Employers oppose lifting of the live-in rule for maids
Tsui predicted 100,000 maids would choose to live separately if they could and there was the risk of large-scale redundancies if choices were changed
Employers of foreign domestic workers in Hong Kong are planning to organize a petition and a demonstration to oppose the lifting of the “live-in” rule for maids.
Joan Tsui, convenor of the Support Group for HK Employers with Foreign Domestic Helpers, said most employers worried that workers would become lazy or could not perform well if they live separately, Headline Daily reported.
Working parents who greatly depend on maids to take care of their children in the morning worried the most if the maid would be late for work, she said.
Some employers also worried that their workers would want to do another part-time job illegally after work.
Tsui believed that if the “live-in” requirement was cancelled, domestic workers who live out for a long period of time in Hong Kong would have solid evidence for them to apply for permanent residency.
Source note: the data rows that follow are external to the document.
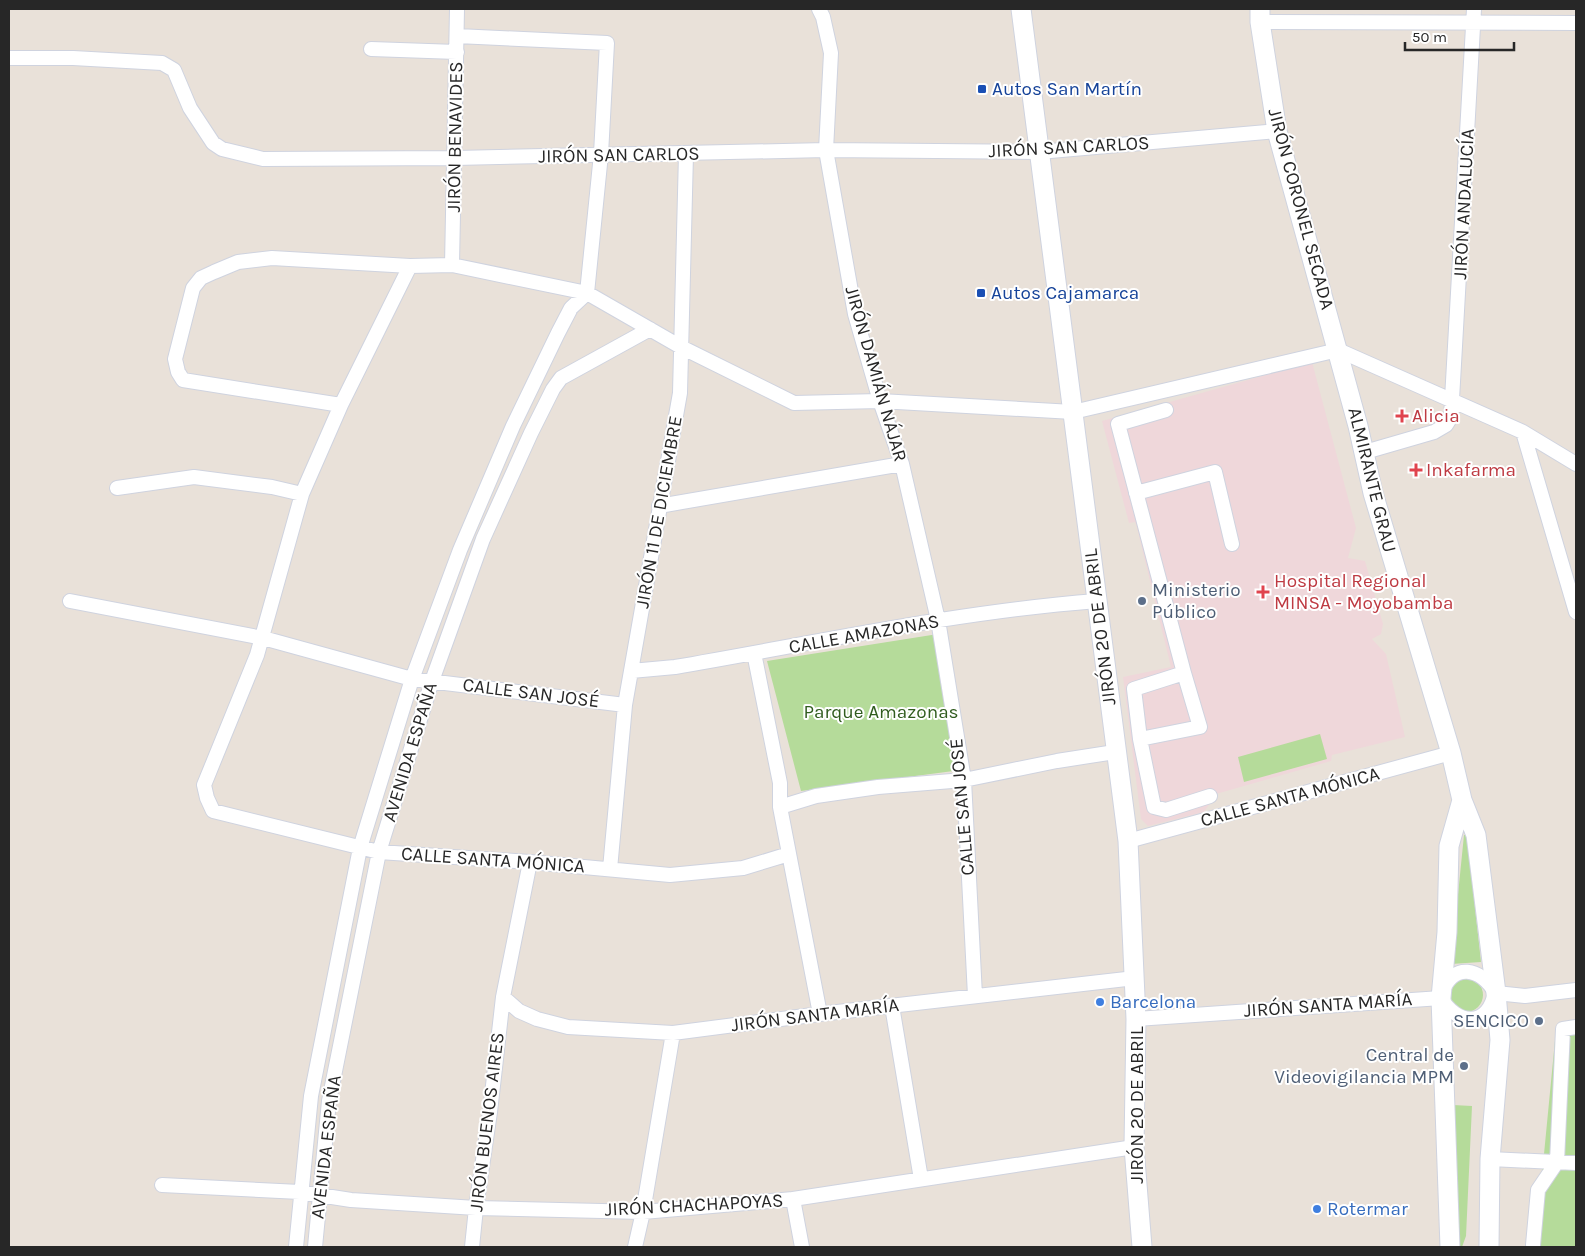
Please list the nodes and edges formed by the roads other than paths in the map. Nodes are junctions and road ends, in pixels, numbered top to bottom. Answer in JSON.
{"nodes":[{"id":1,"x":457,"y":9,"type":"edge"},
{"id":2,"x":819,"y":9,"type":"edge"},
{"id":3,"x":1021,"y":9,"type":"edge"},
{"id":4,"x":1260,"y":15,"type":"edge"},
{"id":5,"x":1474,"y":15,"type":"edge"},
{"id":6,"x":1576,"y":24,"type":"edge"},
{"id":7,"x":457,"y":36,"type":"junction"},
{"id":8,"x":371,"y":49,"type":"dead end"},
{"id":9,"x":456,"y":52,"type":"junction"},
{"id":10,"x":9,"y":58,"type":"edge"},
{"id":11,"x":1278,"y":131,"type":"junction"},
{"id":12,"x":826,"y":150,"type":"junction"},
{"id":13,"x":1039,"y":152,"type":"junction"},
{"id":14,"x":602,"y":154,"type":"junction"},
{"id":15,"x":686,"y":154,"type":"junction"},
{"id":16,"x":455,"y":158,"type":"junction"},
{"id":17,"x":452,"y":265,"type":"junction"},
{"id":18,"x":410,"y":266,"type":"junction"},
{"id":19,"x":586,"y":293,"type":"junction"},
{"id":20,"x":650,"y":329,"type":"junction"},
{"id":21,"x":681,"y":347,"type":"junction"},
{"id":22,"x":1338,"y":350,"type":"junction"},
{"id":23,"x":880,"y":400,"type":"junction"},
{"id":24,"x":1453,"y":400,"type":"junction"},
{"id":25,"x":341,"y":405,"type":"junction"},
{"id":26,"x":1166,"y":410,"type":"dead end"},
{"id":27,"x":1073,"y":412,"type":"junction"},
{"id":28,"x":1523,"y":432,"type":"junction"},
{"id":29,"x":1364,"y":452,"type":"junction"},
{"id":30,"x":902,"y":464,"type":"junction"},
{"id":31,"x":1576,"y":464,"type":"edge"},
{"id":32,"x":117,"y":488,"type":"dead end"},
{"id":33,"x":1136,"y":493,"type":"junction"},
{"id":34,"x":302,"y":494,"type":"junction"},
{"id":35,"x":659,"y":506,"type":"junction"},
{"id":36,"x":473,"y":521,"type":"junction"},
{"id":37,"x":488,"y":527,"type":"junction"},
{"id":38,"x":1232,"y":544,"type":"dead end"},
{"id":39,"x":70,"y":601,"type":"dead end"},
{"id":40,"x":1097,"y":601,"type":"junction"},
{"id":41,"x":1576,"y":612,"type":"edge"},
{"id":42,"x":938,"y":620,"type":"junction"},
{"id":43,"x":263,"y":638,"type":"junction"},
{"id":44,"x":754,"y":653,"type":"junction"},
{"id":45,"x":631,"y":671,"type":"junction"},
{"id":46,"x":1184,"y":673,"type":"junction"},
{"id":47,"x":412,"y":678,"type":"junction"},
{"id":48,"x":432,"y":681,"type":"junction"},
{"id":49,"x":625,"y":705,"type":"junction"},
{"id":50,"x":1140,"y":739,"type":"junction"},
{"id":51,"x":1115,"y":752,"type":"junction"},
{"id":52,"x":1451,"y":753,"type":"junction"},
{"id":53,"x":964,"y":780,"type":"junction"},
{"id":54,"x":1210,"y":796,"type":"dead end"},
{"id":55,"x":1462,"y":800,"type":"junction"},
{"id":56,"x":780,"y":807,"type":"junction"},
{"id":57,"x":1128,"y":841,"type":"junction"},
{"id":58,"x":360,"y":848,"type":"junction"},
{"id":59,"x":379,"y":852,"type":"junction"},
{"id":60,"x":789,"y":854,"type":"junction"},
{"id":61,"x":530,"y":862,"type":"junction"},
{"id":62,"x":610,"y":869,"type":"junction"},
{"id":63,"x":1134,"y":978,"type":"junction"},
{"id":64,"x":1576,"y":990,"type":"edge"},
{"id":65,"x":1496,"y":993,"type":"junction"},
{"id":66,"x":975,"y":996,"type":"junction"},
{"id":67,"x":503,"y":997,"type":"junction"},
{"id":68,"x":1441,"y":998,"type":"junction"},
{"id":69,"x":892,"y":1006,"type":"junction"},
{"id":70,"x":820,"y":1014,"type":"junction"},
{"id":71,"x":1136,"y":1018,"type":"junction"},
{"id":72,"x":1576,"y":1027,"type":"edge"},
{"id":73,"x":673,"y":1034,"type":"junction"},
{"id":74,"x":1134,"y":1147,"type":"junction"},
{"id":75,"x":1490,"y":1159,"type":"junction"},
{"id":76,"x":1557,"y":1162,"type":"junction"},
{"id":77,"x":1576,"y":1162,"type":"edge"},
{"id":78,"x":922,"y":1180,"type":"junction"},
{"id":79,"x":162,"y":1185,"type":"dead end"},
{"id":80,"x":300,"y":1192,"type":"junction"},
{"id":81,"x":320,"y":1196,"type":"junction"},
{"id":82,"x":793,"y":1199,"type":"junction"},
{"id":83,"x":476,"y":1208,"type":"junction"},
{"id":84,"x":643,"y":1212,"type":"junction"},
{"id":85,"x":1532,"y":1245,"type":"dead end"},
{"id":86,"x":296,"y":1247,"type":"edge"},
{"id":87,"x":315,"y":1247,"type":"edge"},
{"id":88,"x":472,"y":1247,"type":"edge"},
{"id":89,"x":635,"y":1247,"type":"edge"},
{"id":90,"x":802,"y":1247,"type":"edge"},
{"id":91,"x":1142,"y":1247,"type":"edge"},
{"id":92,"x":1450,"y":1247,"type":"edge"},
{"id":93,"x":1489,"y":1247,"type":"edge"}],
"edges":[{"from":1,"to":7,"type":"street","name":"JIRÓN BENAVIDES"},
{"from":2,"to":12,"type":"street","name":"JIRÓN DAMIÁN NÁJAR"},
{"from":3,"to":13,"type":"main road","name":"JIRÓN 20 DE ABRIL"},
{"from":4,"to":5,"type":"street"},
{"from":4,"to":11,"type":"main road","name":"JIRÓN CORONEL SECADA"},
{"from":5,"to":6,"type":"street"},
{"from":5,"to":24,"type":"street","name":"JIRÓN ANDALUCÍA"},
{"from":7,"to":9,"type":"street","name":"JIRÓN BENAVIDES"},
{"from":7,"to":14,"type":"street"},
{"from":8,"to":9,"type":"street"},
{"from":9,"to":16,"type":"street","name":"JIRÓN BENAVIDES"},
{"from":10,"to":16,"type":"street","name":"JIRÓN SAN CARLOS"},
{"from":11,"to":13,"type":"street","name":"JIRÓN SAN CARLOS"},
{"from":11,"to":22,"type":"main road","name":"JIRÓN CORONEL SECADA"},
{"from":12,"to":13,"type":"street","name":"JIRÓN SAN CARLOS"},
{"from":12,"to":15,"type":"street","name":"JIRÓN SAN CARLOS"},
{"from":12,"to":23,"type":"street","name":"JIRÓN DAMIÁN NÁJAR"},
{"from":13,"to":27,"type":"main road","name":"JIRÓN 20 DE ABRIL"},
{"from":14,"to":15,"type":"street","name":"JIRÓN SAN CARLOS"},
{"from":14,"to":16,"type":"street","name":"JIRÓN SAN CARLOS"},
{"from":14,"to":19,"type":"street"},
{"from":15,"to":21,"type":"street","name":"JIRÓN 11 DE DICIEMBRE"},
{"from":16,"to":17,"type":"street","name":"JIRÓN BENAVIDES"},
{"from":17,"to":18,"type":"street"},
{"from":17,"to":19,"type":"street"},
{"from":18,"to":25,"type":"street"},
{"from":18,"to":25,"type":"street"},
{"from":19,"to":20,"type":"street"},
{"from":19,"to":36,"type":"street","name":"AVENIDA ESPAÑA"},
{"from":20,"to":21,"type":"street"},
{"from":20,"to":37,"type":"street","name":"AVENIDA ESPAÑA"},
{"from":21,"to":23,"type":"street"},
{"from":21,"to":35,"type":"street","name":"JIRÓN 11 DE DICIEMBRE"},
{"from":22,"to":24,"type":"street"},
{"from":22,"to":27,"type":"street"},
{"from":22,"to":29,"type":"main road","name":"ALMIRANTE GRAU"},
{"from":23,"to":27,"type":"street"},
{"from":23,"to":30,"type":"street","name":"JIRÓN DAMIÁN NÁJAR"},
{"from":24,"to":28,"type":"street"},
{"from":24,"to":29,"type":"street","name":"JIRÓN ANDALUCÍA"},
{"from":25,"to":34,"type":"street"},
{"from":26,"to":33,"type":"street"},
{"from":27,"to":40,"type":"main road","name":"JIRÓN 20 DE ABRIL"},
{"from":28,"to":31,"type":"street"},
{"from":28,"to":41,"type":"street"},
{"from":29,"to":52,"type":"main road","name":"ALMIRANTE GRAU"},
{"from":30,"to":35,"type":"street"},
{"from":30,"to":42,"type":"street","name":"JIRÓN DAMIÁN NÁJAR"},
{"from":32,"to":34,"type":"street"},
{"from":33,"to":38,"type":"street"},
{"from":33,"to":46,"type":"street"},
{"from":34,"to":43,"type":"street"},
{"from":35,"to":45,"type":"street","name":"JIRÓN 11 DE DICIEMBRE"},
{"from":36,"to":37,"type":"street"},
{"from":36,"to":47,"type":"street","name":"AVENIDA ESPAÑA"},
{"from":37,"to":48,"type":"street","name":"AVENIDA ESPAÑA"},
{"from":39,"to":43,"type":"street","name":"CALLE SAN JOSÉ"},
{"from":40,"to":42,"type":"street","name":"CALLE AMAZONAS"},
{"from":40,"to":51,"type":"main road","name":"JIRÓN 20 DE ABRIL"},
{"from":42,"to":44,"type":"street","name":"CALLE AMAZONAS"},
{"from":42,"to":53,"type":"street","name":"CALLE SAN JOSÉ"},
{"from":43,"to":47,"type":"street","name":"CALLE SAN JOSÉ"},
{"from":43,"to":58,"type":"street","name":"CALLE SANTA MÓNICA"},
{"from":44,"to":45,"type":"street","name":"CALLE AMAZONAS"},
{"from":44,"to":56,"type":"street"},
{"from":45,"to":49,"type":"street","name":"JIRÓN 11 DE DICIEMBRE"},
{"from":46,"to":50,"type":"street"},
{"from":46,"to":50,"type":"street"},
{"from":47,"to":48,"type":"street","name":"CALLE SAN JOSÉ"},
{"from":47,"to":58,"type":"street","name":"AVENIDA ESPAÑA"},
{"from":48,"to":49,"type":"street","name":"CALLE SAN JOSÉ"},
{"from":48,"to":59,"type":"street","name":"AVENIDA ESPAÑA"},
{"from":49,"to":62,"type":"street","name":"JIRÓN 11 DE DICIEMBRE"},
{"from":50,"to":54,"type":"street"},
{"from":51,"to":53,"type":"street"},
{"from":51,"to":57,"type":"main road","name":"JIRÓN 20 DE ABRIL"},
{"from":52,"to":55,"type":"main road","name":"ALMIRANTE GRAU"},
{"from":52,"to":57,"type":"street","name":"CALLE SANTA MÓNICA"},
{"from":53,"to":56,"type":"street"},
{"from":53,"to":66,"type":"street","name":"CALLE SAN JOSÉ"},
{"from":55,"to":65,"type":"main road","name":"ALMIRANTE GRAU"},
{"from":55,"to":68,"type":"main road"},
{"from":56,"to":60,"type":"street"},
{"from":57,"to":63,"type":"main road","name":"JIRÓN 20 DE ABRIL"},
{"from":58,"to":59,"type":"street","name":"CALLE SANTA MÓNICA"},
{"from":58,"to":80,"type":"street","name":"AVENIDA ESPAÑA"},
{"from":59,"to":61,"type":"street","name":"CALLE SANTA MÓNICA"},
{"from":59,"to":81,"type":"street","name":"AVENIDA ESPAÑA"},
{"from":60,"to":62,"type":"street","name":"CALLE SANTA MÓNICA"},
{"from":60,"to":70,"type":"street"},
{"from":61,"to":62,"type":"street","name":"CALLE SANTA MÓNICA"},
{"from":61,"to":67,"type":"street","name":"JIRÓN BUENOS AIRES"},
{"from":63,"to":66,"type":"street","name":"JIRÓN SANTA MARÍA"},
{"from":63,"to":71,"type":"main road","name":"JIRÓN 20 DE ABRIL"},
{"from":64,"to":65,"type":"street"},
{"from":65,"to":68,"type":"street"},
{"from":65,"to":68,"type":"street"},
{"from":65,"to":75,"type":"main road","name":"ALMIRANTE GRAU"},
{"from":66,"to":69,"type":"street","name":"JIRÓN SANTA MARÍA"},
{"from":67,"to":73,"type":"street","name":"JIRÓN SANTA MARÍA"},
{"from":67,"to":83,"type":"street","name":"JIRÓN BUENOS AIRES"},
{"from":68,"to":71,"type":"street","name":"JIRÓN SANTA MARÍA"},
{"from":68,"to":92,"type":"main road"},
{"from":69,"to":70,"type":"street","name":"JIRÓN SANTA MARÍA"},
{"from":69,"to":78,"type":"street"},
{"from":70,"to":73,"type":"street","name":"JIRÓN SANTA MARÍA"},
{"from":71,"to":74,"type":"main road","name":"JIRÓN 20 DE ABRIL"},
{"from":72,"to":76,"type":"street"},
{"from":73,"to":84,"type":"street"},
{"from":74,"to":78,"type":"street","name":"JIRÓN CHACHAPOYAS"},
{"from":74,"to":91,"type":"main road","name":"JIRÓN 20 DE ABRIL"},
{"from":75,"to":76,"type":"street"},
{"from":75,"to":93,"type":"main road","name":"ALMIRANTE GRAU"},
{"from":76,"to":77,"type":"street"},
{"from":76,"to":85,"type":"street"},
{"from":78,"to":82,"type":"street","name":"JIRÓN CHACHAPOYAS"},
{"from":79,"to":80,"type":"street","name":"JIRÓN CHACHAPOYAS"},
{"from":80,"to":81,"type":"street","name":"JIRÓN CHACHAPOYAS"},
{"from":80,"to":86,"type":"street","name":"AVENIDA ESPAÑA"},
{"from":81,"to":83,"type":"street","name":"JIRÓN CHACHAPOYAS"},
{"from":81,"to":87,"type":"street","name":"AVENIDA ESPAÑA"},
{"from":82,"to":84,"type":"street","name":"JIRÓN CHACHAPOYAS"},
{"from":82,"to":90,"type":"street"},
{"from":83,"to":84,"type":"street","name":"JIRÓN CHACHAPOYAS"},
{"from":83,"to":88,"type":"street","name":"JIRÓN BUENOS AIRES"},
{"from":84,"to":89,"type":"street"}]}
Tsui predicted that at least 100,000 of the 350,000 maids in the city would choose to live separately, and there was the risk of large-scale redundancies happening if the choices between employer and maid were different.
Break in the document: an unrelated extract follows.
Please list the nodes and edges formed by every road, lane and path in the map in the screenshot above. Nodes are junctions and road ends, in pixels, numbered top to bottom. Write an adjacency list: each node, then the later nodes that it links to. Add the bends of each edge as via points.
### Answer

The live-in rule was introduced in 2003 and implemented via standard employment contracts and pledges when workers apply for visas.
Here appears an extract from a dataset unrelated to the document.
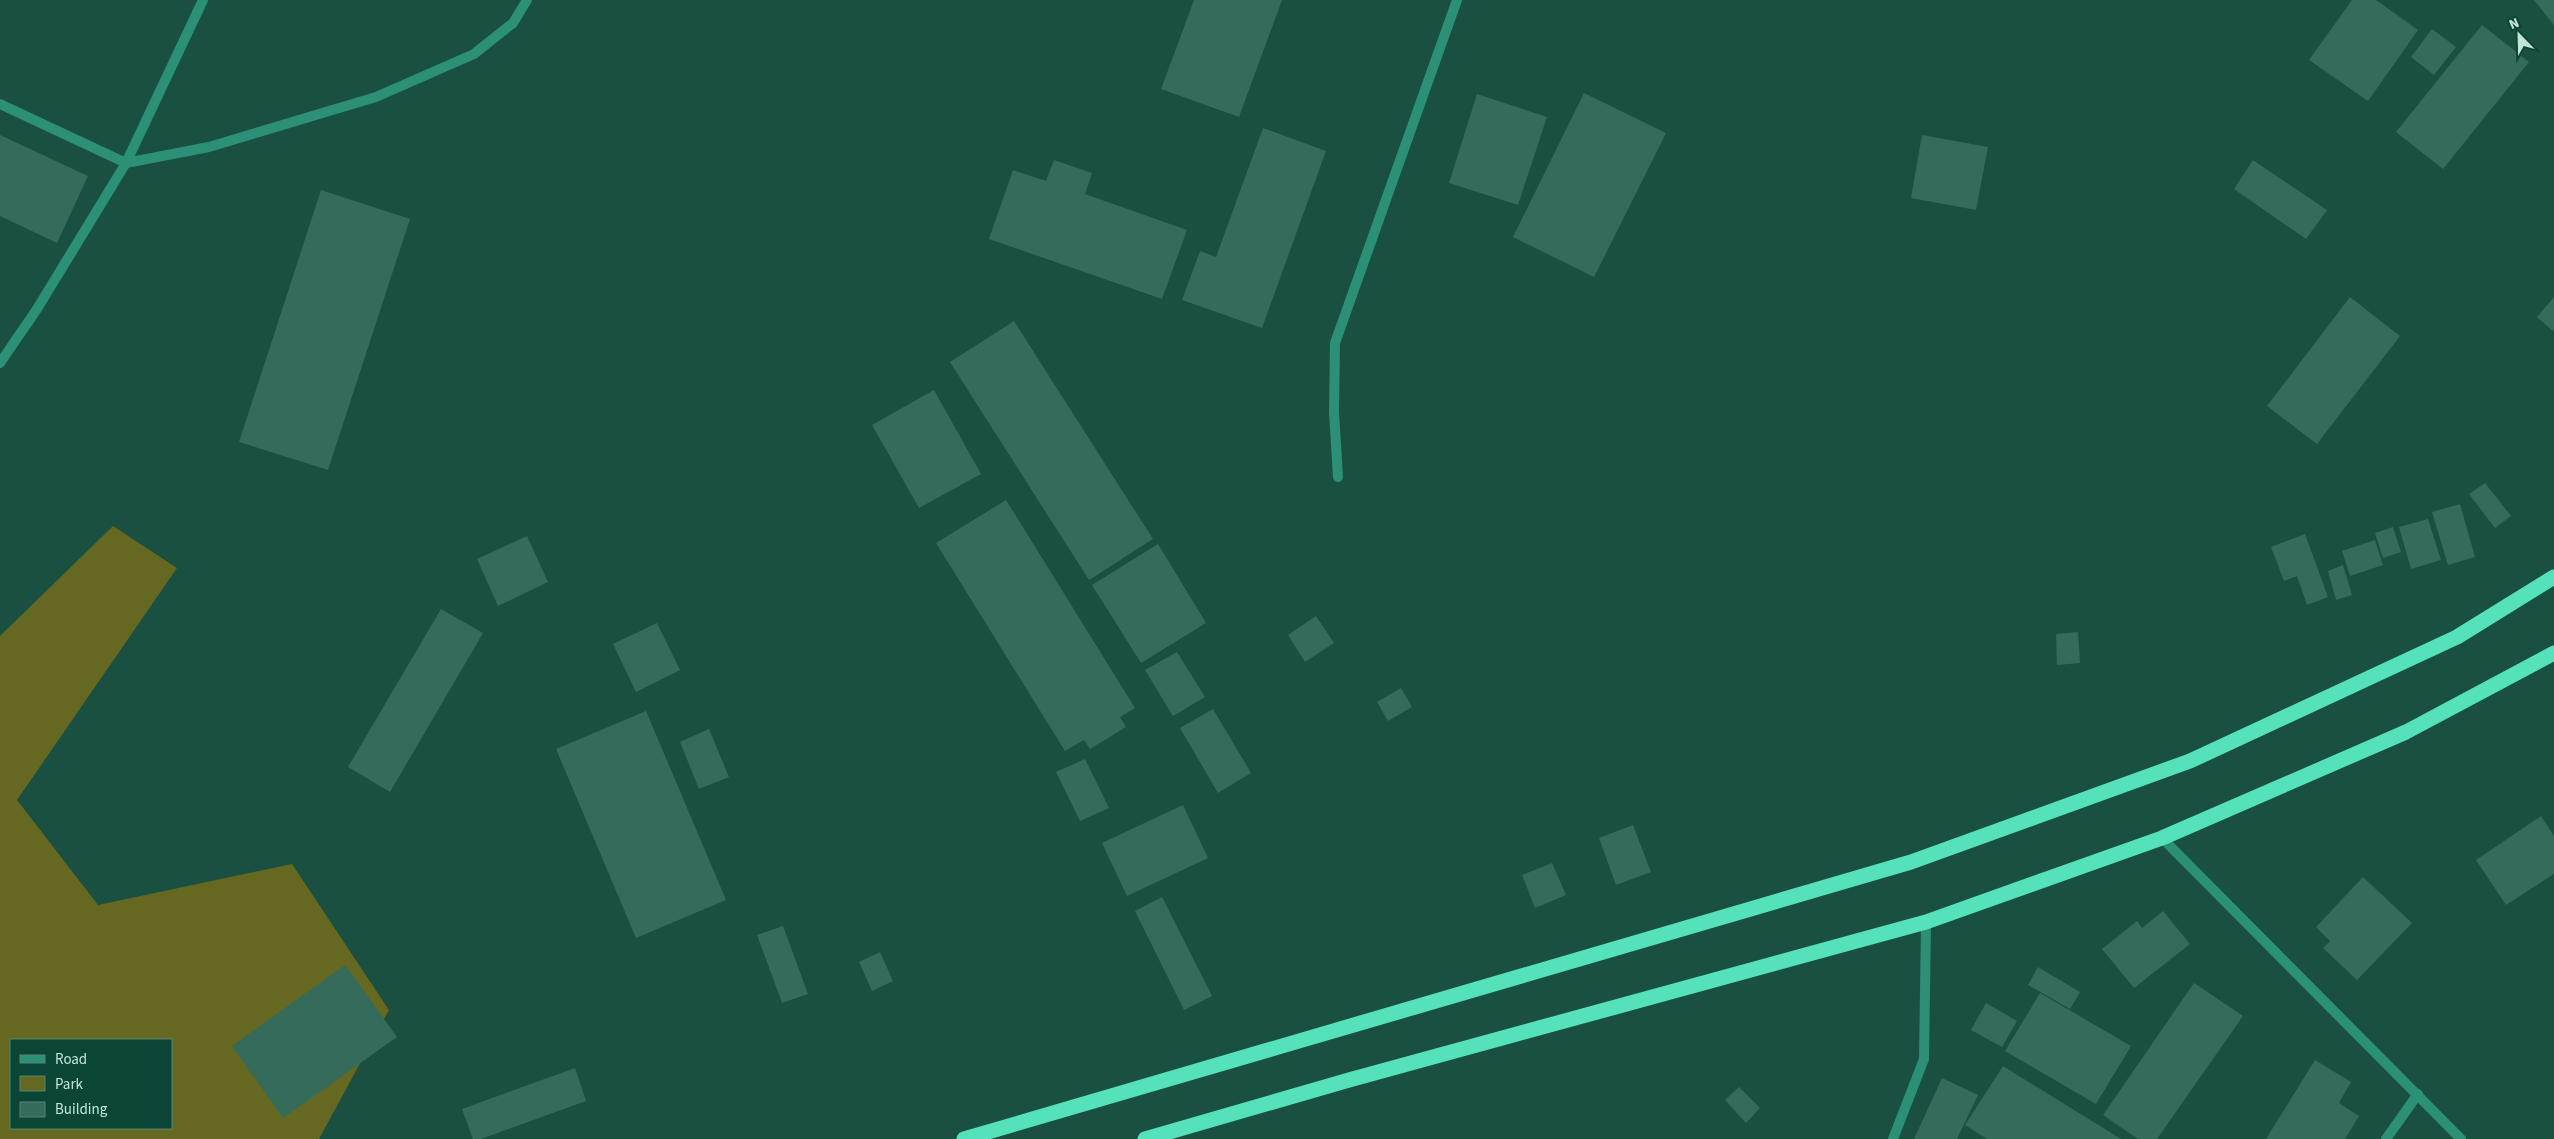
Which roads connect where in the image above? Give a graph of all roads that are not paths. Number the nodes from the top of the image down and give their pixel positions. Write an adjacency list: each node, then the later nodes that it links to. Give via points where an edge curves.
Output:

The Hong Kong High Court heard in October a judicial review filed by a Filipino domestic worker against the “live-in” rule, alleging that it forces the workers to be on call 24 hours a day and puts them in a risk of being abused.
Barrister Albert Luk Wai-hung said the ruling on the judicial review would have a great impact on society. He predicted that the side that loses the case will appeal, which means it may not be settled for two to three years.